Establish how many lines in the records below include the word "roads"; respond with that number only.

[Listed records Boundary: Start]

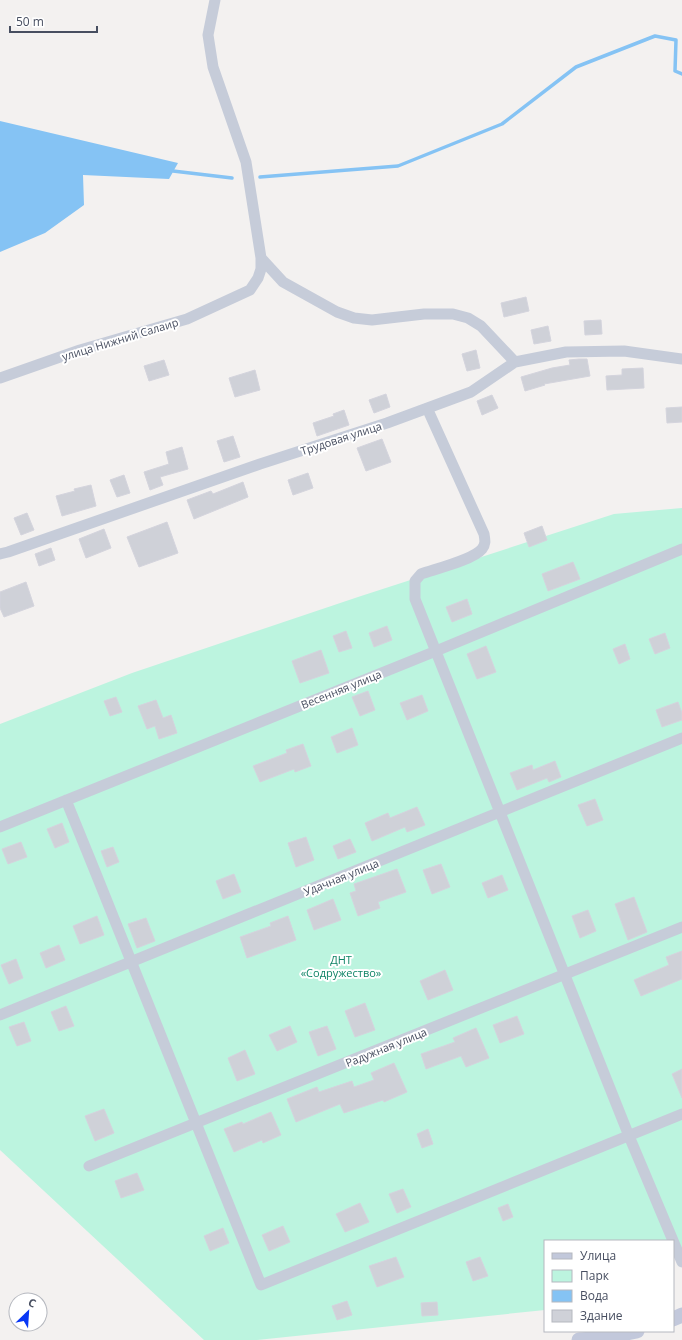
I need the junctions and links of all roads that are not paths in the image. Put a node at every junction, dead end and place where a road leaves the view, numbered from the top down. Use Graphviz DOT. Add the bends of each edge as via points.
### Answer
graph roads {
  1 [pos="215,0"];
  2 [pos="261,258"];
  3 [pos="682,359"];
  4 [pos="515,362"];
  5 [pos="0,378"];
  6 [pos="427,408"];
  7 [pos="682,549"];
  8 [pos="0,554"];
  9 [pos="436,650"];
  10 [pos="682,738"];
  11 [pos="66,800"];
  12 [pos="500,812"];
  13 [pos="0,827"];
  14 [pos="682,927"];
  15 [pos="132,961"];
  16 [pos="565,974"];
  17 [pos="0,1015"];
  18 [pos="682,1114"];
  19 [pos="195,1123"];
  20 [pos="629,1136"];
  21 [pos="89,1166"];
  22 [pos="673,1240"];
  23 [pos="674,1243"];
  24 [pos="682,1262"];
  25 [pos="633,1332"];
  26 [pos="610,1338"];
  27 [pos="579,1340"];
  1 -- 2 [label="street, улица Нижний Салаир" via="208,35 213,67 246,162"];
  2 -- 4 [label="street" via="283,282 337,312 354,318 372,320 424,314 454,314 468,318 481,326"];
  2 -- 5 [label="street, улица Нижний Салаир" via="258,278 250,290 187,319 80,350"];
  3 -- 4 [label="street, Трудовая улица" via="624,351 566,352"];
  4 -- 6 [label="street, Трудовая улица" via="471,392"];
  6 -- 8 [label="street, Трудовая улица"];
  6 -- 9 [label="street" via="484,534 485,542 474,556 421,574 415,581 415,598"];
  7 -- 9 [label="street, Весенняя улица"];
  9 -- 11 [label="street, Весенняя улица"];
  9 -- 12 [label="street"];
  10 -- 12 [label="street, Удачная улица"];
  11 -- 13 [label="street, Весенняя улица"];
  11 -- 15 [label="street"];
  12 -- 15 [label="street, Удачная улица"];
  12 -- 16 [label="street"];
  14 -- 16 [label="street, Радужная улица"];
  15 -- 17 [label="street, Удачная улица"];
  15 -- 19 [label="street"];
  16 -- 19 [label="street, Радужная улица"];
  16 -- 20 [label="street"];
  18 -- 20 [label="street"];
  19 -- 20 [label="street" via="261,1284"];
  19 -- 21 [label="street, Радужная улица"];
  20 -- 22 [label="street"];
  23 -- 24 [label="street"];
  25 -- 26 [label="street"];
  26 -- 27 [label="street"];
}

[Listed records Boundary: End]

Output of the exercise
2